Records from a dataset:
[Start of Attachment]

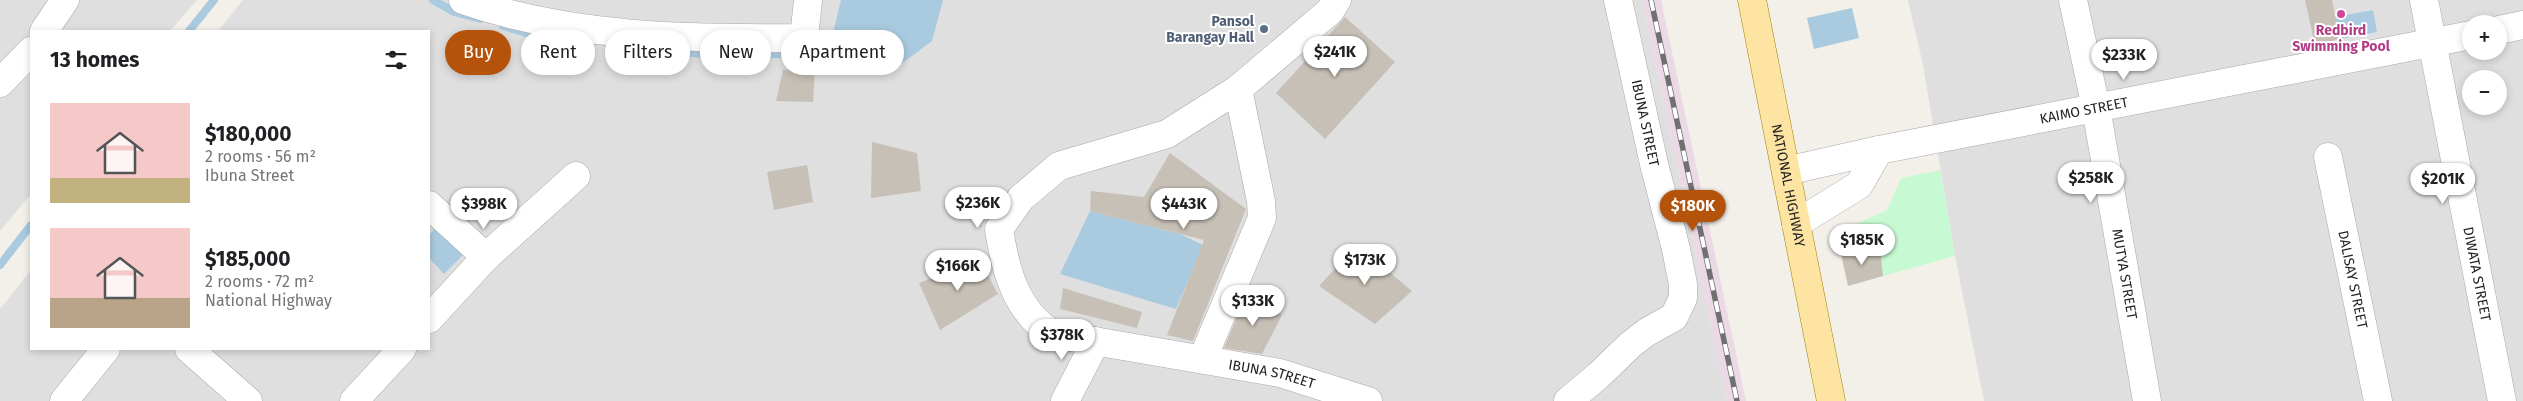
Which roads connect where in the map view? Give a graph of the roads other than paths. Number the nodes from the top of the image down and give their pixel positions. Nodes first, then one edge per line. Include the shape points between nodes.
1 (65, 0) edge
2 (463, 0) edge
3 (808, 0) edge
4 (1337, 0) edge
5 (1618, 0) edge
6 (1752, 0) edge
7 (2073, 0) edge
8 (2424, 0) edge
9 (2523, 25) edge
10 (2507, 28) edge
11 (45, 30) edge
12 (2462, 37) edge
13 (2433, 42) junction
14 (30, 52) edge
15 (0, 83) edge
16 (1238, 89) junction
17 (2096, 108) junction
18 (1879, 150) junction
19 (2328, 157) dead end
20 (1786, 171) junction
21 (576, 176) dead end
22 (430, 206) edge
23 (1796, 224) junction
24 (486, 257) junction
25 (430, 318) edge
26 (1096, 341) junction
27 (105, 350) edge
28 (190, 350) edge
29 (401, 350) edge
30 (1203, 358) junction
31 (64, 401) edge
32 (248, 401) edge
33 (354, 401) edge
34 (1065, 401) edge
35 (1368, 401) edge
36 (1568, 401) edge
37 (1831, 401) edge
38 (2147, 401) edge
39 (2378, 401) edge
40 (2502, 401) edge

1 - 11 street
2 - 3 street via 549,24 719,39 804,38
4 - 16 street, IBUNA STREET via 1330,11
5 - 36 street, IBUNA STREET via 1678,258 1683,298 1674,317 1630,345
6 - 20 main road, NATIONAL HIGHWAY
7 - 17 street, MUTYA STREET
8 - 13 street, DIWATA STREET
9 - 10 street
12 - 13 street, KAIMO STREET
13 - 17 street, KAIMO STREET
13 - 40 street, DIWATA STREET
14 - 15 street
16 - 26 street, IBUNA STREET via 1167,134 1059,166 1021,198 999,229 1004,262 1017,296 1032,316 1053,334
16 - 30 street via 1262,218
17 - 18 street, KAIMO STREET
17 - 38 street, MUTYA STREET
18 - 20 street, KAIMO STREET
18 - 23 street via 1859,185
19 - 39 street, DALISAY STREET
20 - 23 main road, NATIONAL HIGHWAY
21 - 24 street
22 - 24 street
23 - 37 main road, NATIONAL HIGHWAY
24 - 25 street
26 - 30 street, IBUNA STREET
26 - 34 street
27 - 31 street
28 - 32 street
29 - 33 street
30 - 35 street, IBUNA STREET via 1280,373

[End of Attachment]

If a line in the entries contains the word "main", copy that line out.

(Result of the task)
6 - 20 main road, NATIONAL HIGHWAY
20 - 23 main road, NATIONAL HIGHWAY
23 - 37 main road, NATIONAL HIGHWAY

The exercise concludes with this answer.